We have and use quite a few Dutch ovens. We have both standard and deep 14", 12", 10" ovens and a pair of 8" ovens. We also have a 12" diameter antique "spider skillet" with long legs and a rimmed lid (think of the deep cast iron skillet sometimes called a "chicken fryer" with legs and a rimmed lid)

And, on occasion, we've used a standard domed lid household style Dutch oven with coals, too. Most of our 10" and larger ovens have a round second-hand-store meat rack in them along with a pan for cakes, cobblers and such, a pair of gloves and a tool to lift the lid and carry the oven around by the bail handle. The 12 and 14" ovens also have a round shallow pan for pizza and flat breads.

I suspect that you may well already know this so at the risk of "preaching to the choir":

A 12" oven will comfortably cook most main courses for 6 or even 8 persons but we find that for just the two of us a 10" oven seems to be the best size for most meals or for a quick evening cobbler, buckle or other dessert. If the oven is along primarily for desserts then I bring an 8" oven. For casseroles or chili type meals the 8" oven work well for the two of us.
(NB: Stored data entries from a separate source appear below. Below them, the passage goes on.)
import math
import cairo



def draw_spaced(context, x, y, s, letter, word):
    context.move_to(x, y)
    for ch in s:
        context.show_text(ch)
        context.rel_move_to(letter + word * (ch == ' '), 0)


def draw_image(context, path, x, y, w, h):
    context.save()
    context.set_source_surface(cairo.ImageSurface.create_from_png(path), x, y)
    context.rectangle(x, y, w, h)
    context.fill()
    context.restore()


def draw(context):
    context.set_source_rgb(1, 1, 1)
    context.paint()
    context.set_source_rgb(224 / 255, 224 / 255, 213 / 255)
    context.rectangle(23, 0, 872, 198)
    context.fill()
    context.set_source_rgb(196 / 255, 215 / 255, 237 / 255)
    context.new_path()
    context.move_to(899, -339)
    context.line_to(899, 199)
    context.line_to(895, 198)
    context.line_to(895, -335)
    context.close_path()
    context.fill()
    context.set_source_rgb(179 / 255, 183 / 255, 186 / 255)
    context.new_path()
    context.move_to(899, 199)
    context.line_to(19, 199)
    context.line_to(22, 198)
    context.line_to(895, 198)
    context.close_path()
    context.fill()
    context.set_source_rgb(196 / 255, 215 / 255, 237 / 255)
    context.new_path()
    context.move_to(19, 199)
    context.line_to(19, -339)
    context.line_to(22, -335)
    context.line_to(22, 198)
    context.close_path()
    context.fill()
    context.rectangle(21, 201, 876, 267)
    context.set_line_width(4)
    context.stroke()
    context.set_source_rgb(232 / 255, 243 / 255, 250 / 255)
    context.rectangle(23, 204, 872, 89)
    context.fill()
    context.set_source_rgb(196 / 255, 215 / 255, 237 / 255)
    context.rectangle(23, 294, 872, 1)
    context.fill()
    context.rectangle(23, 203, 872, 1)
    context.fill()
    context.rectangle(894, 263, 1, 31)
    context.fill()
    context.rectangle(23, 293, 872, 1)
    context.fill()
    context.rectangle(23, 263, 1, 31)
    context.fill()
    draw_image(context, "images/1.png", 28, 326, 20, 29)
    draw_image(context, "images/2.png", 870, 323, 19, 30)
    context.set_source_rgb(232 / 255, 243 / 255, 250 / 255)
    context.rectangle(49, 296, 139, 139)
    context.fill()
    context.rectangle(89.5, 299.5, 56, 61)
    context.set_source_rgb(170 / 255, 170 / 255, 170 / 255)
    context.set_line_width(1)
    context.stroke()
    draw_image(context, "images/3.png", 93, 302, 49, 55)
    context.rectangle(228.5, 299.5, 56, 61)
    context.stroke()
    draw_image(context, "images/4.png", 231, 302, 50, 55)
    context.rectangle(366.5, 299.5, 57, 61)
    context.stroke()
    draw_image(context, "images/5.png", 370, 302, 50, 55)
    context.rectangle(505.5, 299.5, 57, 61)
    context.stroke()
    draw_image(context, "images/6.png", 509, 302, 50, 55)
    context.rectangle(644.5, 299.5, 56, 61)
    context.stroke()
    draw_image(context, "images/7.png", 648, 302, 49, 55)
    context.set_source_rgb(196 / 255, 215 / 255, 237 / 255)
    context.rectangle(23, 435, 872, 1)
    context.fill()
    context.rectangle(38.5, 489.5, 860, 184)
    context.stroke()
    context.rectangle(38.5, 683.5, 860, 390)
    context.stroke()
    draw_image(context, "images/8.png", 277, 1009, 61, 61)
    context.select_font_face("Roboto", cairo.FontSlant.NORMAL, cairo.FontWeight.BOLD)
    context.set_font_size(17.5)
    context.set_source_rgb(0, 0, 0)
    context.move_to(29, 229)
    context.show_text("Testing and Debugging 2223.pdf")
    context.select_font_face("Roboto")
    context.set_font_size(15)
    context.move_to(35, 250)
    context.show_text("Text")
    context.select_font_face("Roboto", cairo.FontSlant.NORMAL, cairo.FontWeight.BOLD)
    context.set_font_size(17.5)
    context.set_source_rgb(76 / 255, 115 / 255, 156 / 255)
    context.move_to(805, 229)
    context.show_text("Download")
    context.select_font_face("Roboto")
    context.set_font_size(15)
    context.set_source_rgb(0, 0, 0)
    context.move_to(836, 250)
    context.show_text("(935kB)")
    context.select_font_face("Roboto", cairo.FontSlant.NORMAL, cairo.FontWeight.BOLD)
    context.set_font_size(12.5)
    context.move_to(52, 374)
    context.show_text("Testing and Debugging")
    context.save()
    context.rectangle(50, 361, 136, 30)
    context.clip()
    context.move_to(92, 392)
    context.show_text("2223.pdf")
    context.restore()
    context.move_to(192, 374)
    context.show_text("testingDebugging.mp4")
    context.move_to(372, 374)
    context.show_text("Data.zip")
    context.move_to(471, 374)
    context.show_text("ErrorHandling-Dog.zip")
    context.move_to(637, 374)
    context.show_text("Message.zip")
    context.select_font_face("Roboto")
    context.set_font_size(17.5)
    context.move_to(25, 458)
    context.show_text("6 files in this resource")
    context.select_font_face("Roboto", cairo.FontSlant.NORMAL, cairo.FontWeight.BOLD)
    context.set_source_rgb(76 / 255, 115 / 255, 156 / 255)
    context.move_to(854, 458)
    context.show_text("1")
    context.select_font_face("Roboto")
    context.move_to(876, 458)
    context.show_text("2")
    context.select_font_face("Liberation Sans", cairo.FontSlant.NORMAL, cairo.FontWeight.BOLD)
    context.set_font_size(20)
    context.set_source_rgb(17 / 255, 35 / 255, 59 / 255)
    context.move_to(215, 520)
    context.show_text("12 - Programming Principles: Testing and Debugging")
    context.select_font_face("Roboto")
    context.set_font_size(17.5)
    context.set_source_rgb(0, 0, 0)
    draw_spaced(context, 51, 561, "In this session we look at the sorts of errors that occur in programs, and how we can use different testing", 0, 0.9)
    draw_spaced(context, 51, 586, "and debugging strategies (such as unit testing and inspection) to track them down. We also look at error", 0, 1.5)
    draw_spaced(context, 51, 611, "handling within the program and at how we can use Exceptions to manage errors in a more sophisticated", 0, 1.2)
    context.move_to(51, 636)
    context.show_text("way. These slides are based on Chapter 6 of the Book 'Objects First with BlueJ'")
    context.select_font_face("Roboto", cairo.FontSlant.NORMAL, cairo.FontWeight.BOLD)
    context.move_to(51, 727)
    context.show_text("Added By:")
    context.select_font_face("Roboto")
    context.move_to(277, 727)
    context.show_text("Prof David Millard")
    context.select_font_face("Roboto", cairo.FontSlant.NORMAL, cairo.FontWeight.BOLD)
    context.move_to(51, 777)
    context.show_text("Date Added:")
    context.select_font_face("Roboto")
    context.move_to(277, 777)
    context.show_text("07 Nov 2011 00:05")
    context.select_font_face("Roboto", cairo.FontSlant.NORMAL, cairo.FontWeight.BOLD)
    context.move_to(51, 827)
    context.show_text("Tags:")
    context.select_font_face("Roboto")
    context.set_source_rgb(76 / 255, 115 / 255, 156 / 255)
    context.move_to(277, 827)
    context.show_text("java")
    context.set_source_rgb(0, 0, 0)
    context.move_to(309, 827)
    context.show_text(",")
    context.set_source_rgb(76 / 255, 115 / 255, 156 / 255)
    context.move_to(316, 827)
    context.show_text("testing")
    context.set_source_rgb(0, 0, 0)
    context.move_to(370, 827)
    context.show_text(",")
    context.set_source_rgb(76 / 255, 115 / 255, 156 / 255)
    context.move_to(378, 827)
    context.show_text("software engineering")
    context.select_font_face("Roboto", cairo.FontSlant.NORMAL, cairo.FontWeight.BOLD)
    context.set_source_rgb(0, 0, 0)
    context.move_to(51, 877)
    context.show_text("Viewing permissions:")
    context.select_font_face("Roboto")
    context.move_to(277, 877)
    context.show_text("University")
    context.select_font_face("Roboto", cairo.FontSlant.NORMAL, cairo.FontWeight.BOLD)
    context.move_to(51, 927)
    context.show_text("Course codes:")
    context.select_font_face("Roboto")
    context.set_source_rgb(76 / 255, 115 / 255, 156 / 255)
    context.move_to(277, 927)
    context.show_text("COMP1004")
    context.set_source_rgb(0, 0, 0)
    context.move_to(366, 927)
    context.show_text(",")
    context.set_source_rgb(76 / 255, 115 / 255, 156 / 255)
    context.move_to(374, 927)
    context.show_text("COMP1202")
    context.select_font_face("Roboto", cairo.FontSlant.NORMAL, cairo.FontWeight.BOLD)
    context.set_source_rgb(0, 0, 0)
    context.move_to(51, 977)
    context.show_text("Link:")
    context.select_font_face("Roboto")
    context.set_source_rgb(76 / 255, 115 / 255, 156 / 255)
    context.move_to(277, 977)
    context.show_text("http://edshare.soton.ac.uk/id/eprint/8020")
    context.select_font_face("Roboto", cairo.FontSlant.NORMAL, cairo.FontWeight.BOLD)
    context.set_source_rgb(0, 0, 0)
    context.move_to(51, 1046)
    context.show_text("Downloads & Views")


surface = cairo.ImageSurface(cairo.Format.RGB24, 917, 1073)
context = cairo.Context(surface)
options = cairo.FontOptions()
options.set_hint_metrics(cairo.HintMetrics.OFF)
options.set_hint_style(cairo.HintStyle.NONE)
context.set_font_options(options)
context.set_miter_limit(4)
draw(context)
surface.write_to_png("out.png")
What size oven are you contemplating buying and how many people do you normally cook for? And are you looking for recipes for one pot meals, main courses, roasts, a little bit of everything or something specific????


Lance
 
I usually only bring the heavy stuff on a short base camp style trip. I still keep to those recipes that allow make ahead prep if any and easy clean up with minimal garbage. Some of the below I do ice fishing also, but would transpose nicely. I also wouldn’t do some of these in the warmer months- I would be concerned about bear attracting smells.

I will bake biscuits and make sausage gravy- getting back to my southern midwestern roots.

Steel cut oats with apple chunks.

I will cheat and buy a store made quiche and bake it on a trivet or stones in the Dutch oven as to not burn the bottom.

Venison stew or beef bourguignon with everything chopped and prepped ahead. Red wine in a small box.

My absolute favorite if I am looking to babysit and fire watch all day is cassoulet. I soak the beans ahead of time and everything else is prepped to dump in.

Boiled red potatoes (in a separate non-cast iron pot) smashed and browned in duck fat are a religious experience.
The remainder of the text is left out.